The benchmark 15-year fixed-rate mortgage fell 8 basis points, to 5.79 percent, and the 30-year fixed jumbo, for loans greater than $417,000, was unchanged, at 7.43 percent. The benchmark 5/1 adjustable-rate mortgage rose basis points, to 5.72 percent.
This is where volatility enters the picture. The rate on the 30-year fixed made a startling jump Wednesday. It went up a quarter of a percentage point or more in the afternoon -- after Bankrate's research department had gathered the bulk of the day's rate information.
Weekly national mortgage survey
Results of Bankrate.com's March 5, 2008, weekly national survey of large lenders and the effect on monthly payments for a $165,000 loan:
|30-year fixed||15-year fixed||5-year ARM|
|This week's rate:||6.32%||5.79%||5.72%|
|Change from last week:||-0.09||-0.08||+0.04|
|Change from last week:||-$9.71||-$7.09||+$4.18|
What caused wide swings?
Had the rate data been collected in the afternoon instead of in the morning, the benchmark rate would have been up 15 or 20 basis points, instead of down 9 basis points. Wide, intraday swings in rates have become almost the norm this year. That causes rate surveys to quickly become out of date, no matter the methodology.
Wednesday's big jump in mortgage rates served as evidence of a huge sell-off of mortgage-backed securities. There was no ready explanation for investors' sudden aversion to mortgage-backed securities.
"There is no reason this should happen," says Dick Lepre, senior loan consultant with Residential Pacific Mortgage in San Francisco. "It's neither supported by the fundamentals or the techs."
Grasping at the easiest explanation on the shelf, much of the financial press attributed the sell-off to the news that bond insurer Ambac Financial Group had found a way to preserve its AAA credit rating. But the Ambac announcement was hardly a surprise. Even if the announcement had come as a shock, a jolt in mortgage rates wouldn't have been an obvious reaction.
Lepre guesses that bond investors are worried about inflation -- that they believe high commodity prices, along with Federal Reserve rate cuts, will lead to a spike in consumer prices. But, he acknowledges, that doesn't explain the big one-day move in mortgage rates.
At Palm Beach Financial Network in Stuart, Fla., mortgage broker Jim Sahnger looks at a graph and marvels that big, one-day swings in mortgage rates have become the norm, especially in the last month.
"There's not a week that goes by that I don't get off the phone 20 times, scratching my head, wondering how I'm going to get this deal done," Sahnger says.
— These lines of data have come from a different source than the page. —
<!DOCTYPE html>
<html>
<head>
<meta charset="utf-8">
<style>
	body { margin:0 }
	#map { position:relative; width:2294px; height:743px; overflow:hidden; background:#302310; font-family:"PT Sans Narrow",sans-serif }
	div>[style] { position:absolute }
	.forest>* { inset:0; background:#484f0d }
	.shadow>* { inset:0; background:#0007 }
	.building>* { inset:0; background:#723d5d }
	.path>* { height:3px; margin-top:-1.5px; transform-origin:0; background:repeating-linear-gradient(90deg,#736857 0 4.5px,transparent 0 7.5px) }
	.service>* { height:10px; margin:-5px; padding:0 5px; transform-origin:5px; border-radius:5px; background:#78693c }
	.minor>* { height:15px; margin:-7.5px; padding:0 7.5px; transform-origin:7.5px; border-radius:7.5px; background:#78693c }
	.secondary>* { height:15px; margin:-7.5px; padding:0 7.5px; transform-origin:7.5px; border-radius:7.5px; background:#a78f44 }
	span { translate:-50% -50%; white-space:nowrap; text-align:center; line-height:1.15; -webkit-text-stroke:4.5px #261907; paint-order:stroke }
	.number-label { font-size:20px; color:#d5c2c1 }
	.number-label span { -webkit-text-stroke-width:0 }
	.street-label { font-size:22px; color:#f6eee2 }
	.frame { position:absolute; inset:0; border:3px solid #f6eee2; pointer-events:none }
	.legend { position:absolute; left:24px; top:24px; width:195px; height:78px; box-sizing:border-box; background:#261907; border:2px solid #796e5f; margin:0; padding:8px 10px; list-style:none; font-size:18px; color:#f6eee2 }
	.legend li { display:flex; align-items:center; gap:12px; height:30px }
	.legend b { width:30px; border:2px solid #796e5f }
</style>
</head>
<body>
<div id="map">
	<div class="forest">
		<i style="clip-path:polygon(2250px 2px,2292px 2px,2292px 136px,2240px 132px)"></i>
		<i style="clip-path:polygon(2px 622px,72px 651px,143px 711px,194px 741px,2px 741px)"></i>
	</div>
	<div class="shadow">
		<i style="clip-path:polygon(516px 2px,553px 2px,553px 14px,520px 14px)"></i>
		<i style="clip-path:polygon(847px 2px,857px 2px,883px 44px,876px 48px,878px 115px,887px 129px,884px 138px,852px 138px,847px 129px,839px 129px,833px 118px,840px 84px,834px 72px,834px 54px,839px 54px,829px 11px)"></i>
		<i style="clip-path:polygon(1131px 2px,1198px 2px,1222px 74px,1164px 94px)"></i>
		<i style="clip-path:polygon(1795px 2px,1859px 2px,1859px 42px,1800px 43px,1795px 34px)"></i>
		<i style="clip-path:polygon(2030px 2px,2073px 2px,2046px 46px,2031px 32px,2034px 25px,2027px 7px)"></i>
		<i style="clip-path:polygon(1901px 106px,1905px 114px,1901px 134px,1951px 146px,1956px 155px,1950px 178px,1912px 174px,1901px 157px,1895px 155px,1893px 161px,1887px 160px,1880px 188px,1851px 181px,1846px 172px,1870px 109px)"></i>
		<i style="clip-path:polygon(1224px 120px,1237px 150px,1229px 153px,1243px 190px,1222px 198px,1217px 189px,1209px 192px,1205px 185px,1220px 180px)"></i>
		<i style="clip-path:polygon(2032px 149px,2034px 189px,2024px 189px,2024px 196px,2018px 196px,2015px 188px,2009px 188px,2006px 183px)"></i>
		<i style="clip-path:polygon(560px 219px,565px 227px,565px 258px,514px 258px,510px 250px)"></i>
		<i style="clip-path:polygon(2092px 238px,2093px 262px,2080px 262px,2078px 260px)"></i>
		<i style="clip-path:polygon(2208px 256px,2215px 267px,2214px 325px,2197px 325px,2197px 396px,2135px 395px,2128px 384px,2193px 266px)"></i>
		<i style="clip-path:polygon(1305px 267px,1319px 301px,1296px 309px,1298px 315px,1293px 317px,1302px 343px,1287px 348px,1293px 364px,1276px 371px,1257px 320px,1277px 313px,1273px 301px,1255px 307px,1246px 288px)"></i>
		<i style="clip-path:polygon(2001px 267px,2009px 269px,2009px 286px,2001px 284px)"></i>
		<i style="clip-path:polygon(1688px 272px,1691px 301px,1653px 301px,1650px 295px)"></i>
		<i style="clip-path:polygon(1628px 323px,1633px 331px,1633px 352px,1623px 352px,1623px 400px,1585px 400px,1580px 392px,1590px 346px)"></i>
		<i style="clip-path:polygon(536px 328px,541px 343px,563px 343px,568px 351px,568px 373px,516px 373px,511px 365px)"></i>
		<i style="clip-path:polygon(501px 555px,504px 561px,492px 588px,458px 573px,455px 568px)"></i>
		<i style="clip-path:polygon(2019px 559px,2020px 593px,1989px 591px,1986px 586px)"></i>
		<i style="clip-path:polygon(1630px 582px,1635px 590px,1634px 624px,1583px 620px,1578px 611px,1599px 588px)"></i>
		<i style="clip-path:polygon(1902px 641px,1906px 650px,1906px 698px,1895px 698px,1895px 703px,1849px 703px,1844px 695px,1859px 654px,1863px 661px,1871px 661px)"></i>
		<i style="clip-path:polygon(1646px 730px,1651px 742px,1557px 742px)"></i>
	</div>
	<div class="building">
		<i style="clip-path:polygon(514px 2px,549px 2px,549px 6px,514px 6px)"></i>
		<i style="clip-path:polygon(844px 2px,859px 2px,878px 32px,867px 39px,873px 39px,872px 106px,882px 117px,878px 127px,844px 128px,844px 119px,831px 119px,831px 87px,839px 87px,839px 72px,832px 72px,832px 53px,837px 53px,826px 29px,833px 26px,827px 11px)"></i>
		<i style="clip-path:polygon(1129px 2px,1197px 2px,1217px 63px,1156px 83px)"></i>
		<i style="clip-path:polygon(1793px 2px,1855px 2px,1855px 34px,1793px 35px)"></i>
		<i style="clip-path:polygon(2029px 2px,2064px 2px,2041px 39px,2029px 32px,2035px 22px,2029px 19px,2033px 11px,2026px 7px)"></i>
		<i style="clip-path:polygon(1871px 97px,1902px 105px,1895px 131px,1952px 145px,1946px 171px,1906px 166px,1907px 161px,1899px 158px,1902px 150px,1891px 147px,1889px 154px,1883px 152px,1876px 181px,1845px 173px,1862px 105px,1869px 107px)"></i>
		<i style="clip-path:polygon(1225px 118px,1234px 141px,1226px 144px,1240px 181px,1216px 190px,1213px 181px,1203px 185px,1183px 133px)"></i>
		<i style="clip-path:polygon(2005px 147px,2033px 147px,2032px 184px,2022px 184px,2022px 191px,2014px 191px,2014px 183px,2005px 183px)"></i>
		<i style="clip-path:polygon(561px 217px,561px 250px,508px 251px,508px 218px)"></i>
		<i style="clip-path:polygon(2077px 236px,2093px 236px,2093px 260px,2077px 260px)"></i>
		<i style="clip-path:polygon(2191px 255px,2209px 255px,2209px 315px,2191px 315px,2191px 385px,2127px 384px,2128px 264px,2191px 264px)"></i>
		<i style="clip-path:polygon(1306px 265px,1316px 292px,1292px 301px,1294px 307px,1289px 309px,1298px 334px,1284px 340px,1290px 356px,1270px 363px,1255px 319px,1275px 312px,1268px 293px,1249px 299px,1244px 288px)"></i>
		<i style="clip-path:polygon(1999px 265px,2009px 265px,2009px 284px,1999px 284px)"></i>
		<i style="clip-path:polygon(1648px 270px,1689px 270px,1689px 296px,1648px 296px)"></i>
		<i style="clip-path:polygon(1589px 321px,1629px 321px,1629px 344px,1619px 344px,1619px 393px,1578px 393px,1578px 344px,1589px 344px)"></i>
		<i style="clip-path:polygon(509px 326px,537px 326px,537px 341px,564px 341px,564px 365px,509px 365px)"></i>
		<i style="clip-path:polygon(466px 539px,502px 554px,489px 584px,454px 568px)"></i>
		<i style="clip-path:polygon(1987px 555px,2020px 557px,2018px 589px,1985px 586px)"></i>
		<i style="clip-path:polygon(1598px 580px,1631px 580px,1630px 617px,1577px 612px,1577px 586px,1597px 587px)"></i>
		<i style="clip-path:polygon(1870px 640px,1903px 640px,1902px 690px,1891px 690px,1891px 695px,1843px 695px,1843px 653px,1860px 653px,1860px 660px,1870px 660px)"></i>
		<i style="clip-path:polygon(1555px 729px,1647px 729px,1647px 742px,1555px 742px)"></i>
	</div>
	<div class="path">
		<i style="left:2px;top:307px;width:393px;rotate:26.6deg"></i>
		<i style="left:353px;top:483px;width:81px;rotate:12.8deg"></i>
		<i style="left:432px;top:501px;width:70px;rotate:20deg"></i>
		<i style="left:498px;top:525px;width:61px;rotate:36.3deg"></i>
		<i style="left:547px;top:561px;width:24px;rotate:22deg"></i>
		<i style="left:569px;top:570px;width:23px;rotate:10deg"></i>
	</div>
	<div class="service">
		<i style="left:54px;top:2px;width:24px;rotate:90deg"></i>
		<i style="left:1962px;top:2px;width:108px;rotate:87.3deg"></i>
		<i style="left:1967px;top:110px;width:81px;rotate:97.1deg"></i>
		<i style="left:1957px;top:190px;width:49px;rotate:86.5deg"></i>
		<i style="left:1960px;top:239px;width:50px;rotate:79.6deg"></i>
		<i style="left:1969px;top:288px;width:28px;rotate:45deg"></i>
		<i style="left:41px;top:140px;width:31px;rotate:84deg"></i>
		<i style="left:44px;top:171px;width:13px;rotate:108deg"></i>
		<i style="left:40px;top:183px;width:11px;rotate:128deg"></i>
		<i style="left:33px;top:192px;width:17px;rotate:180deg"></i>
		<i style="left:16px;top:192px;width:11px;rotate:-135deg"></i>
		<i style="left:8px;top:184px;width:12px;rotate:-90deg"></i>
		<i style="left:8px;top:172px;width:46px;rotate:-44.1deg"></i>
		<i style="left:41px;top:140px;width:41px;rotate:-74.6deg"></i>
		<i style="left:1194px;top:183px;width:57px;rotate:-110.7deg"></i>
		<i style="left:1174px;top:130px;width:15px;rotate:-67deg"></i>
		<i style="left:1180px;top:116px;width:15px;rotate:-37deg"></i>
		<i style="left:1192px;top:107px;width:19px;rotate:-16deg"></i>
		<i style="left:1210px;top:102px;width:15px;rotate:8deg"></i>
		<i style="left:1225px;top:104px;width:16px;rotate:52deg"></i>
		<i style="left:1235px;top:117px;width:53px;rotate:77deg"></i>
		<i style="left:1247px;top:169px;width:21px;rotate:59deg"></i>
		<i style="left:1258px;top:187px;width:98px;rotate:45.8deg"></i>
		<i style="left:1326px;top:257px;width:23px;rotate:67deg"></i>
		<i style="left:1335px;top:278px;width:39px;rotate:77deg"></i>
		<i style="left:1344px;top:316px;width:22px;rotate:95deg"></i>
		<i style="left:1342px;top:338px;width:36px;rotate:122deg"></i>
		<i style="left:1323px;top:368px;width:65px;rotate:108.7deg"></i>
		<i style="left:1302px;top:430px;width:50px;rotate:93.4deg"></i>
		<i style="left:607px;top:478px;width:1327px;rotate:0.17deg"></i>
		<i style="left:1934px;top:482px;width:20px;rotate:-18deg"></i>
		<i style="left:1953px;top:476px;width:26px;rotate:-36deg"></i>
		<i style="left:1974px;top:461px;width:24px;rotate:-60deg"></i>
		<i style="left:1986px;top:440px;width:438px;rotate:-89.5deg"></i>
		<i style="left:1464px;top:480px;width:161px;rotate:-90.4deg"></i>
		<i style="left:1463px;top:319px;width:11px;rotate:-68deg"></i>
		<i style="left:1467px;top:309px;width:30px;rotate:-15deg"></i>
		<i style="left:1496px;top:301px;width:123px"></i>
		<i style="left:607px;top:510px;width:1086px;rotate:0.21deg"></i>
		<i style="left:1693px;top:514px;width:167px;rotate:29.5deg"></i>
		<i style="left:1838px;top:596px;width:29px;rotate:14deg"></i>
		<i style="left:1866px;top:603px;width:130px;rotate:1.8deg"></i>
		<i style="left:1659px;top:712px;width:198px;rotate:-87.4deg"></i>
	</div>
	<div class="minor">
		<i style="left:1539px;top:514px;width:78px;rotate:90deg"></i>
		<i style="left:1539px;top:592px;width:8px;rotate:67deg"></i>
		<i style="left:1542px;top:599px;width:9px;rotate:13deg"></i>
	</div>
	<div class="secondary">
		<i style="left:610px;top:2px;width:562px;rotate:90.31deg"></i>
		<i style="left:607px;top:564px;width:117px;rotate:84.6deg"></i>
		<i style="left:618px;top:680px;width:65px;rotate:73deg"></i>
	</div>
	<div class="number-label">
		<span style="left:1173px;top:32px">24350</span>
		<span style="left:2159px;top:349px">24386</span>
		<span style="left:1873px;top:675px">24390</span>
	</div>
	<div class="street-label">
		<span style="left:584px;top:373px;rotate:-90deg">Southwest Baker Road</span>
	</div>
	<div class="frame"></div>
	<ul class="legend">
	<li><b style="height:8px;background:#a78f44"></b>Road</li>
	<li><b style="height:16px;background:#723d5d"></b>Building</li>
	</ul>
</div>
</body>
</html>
Lending standards crimping deals
Mortgage rates' trampoline act is just one problem he faces. The bigger challenge comes in the form of the ever-stricter standards that lenders are imposing. One frustration that he's facing more and more: Customers are blocked from refinancing because they have second-lien mortgages, such as home equity loans and home equity lines of credit.
For a refinance to be approved, the home equity lender has to reaffirm its second lien position. But some second lienholders are balking, and that causes refinance deals to fall apart.
Yet another frustration in the weird world of mortgages.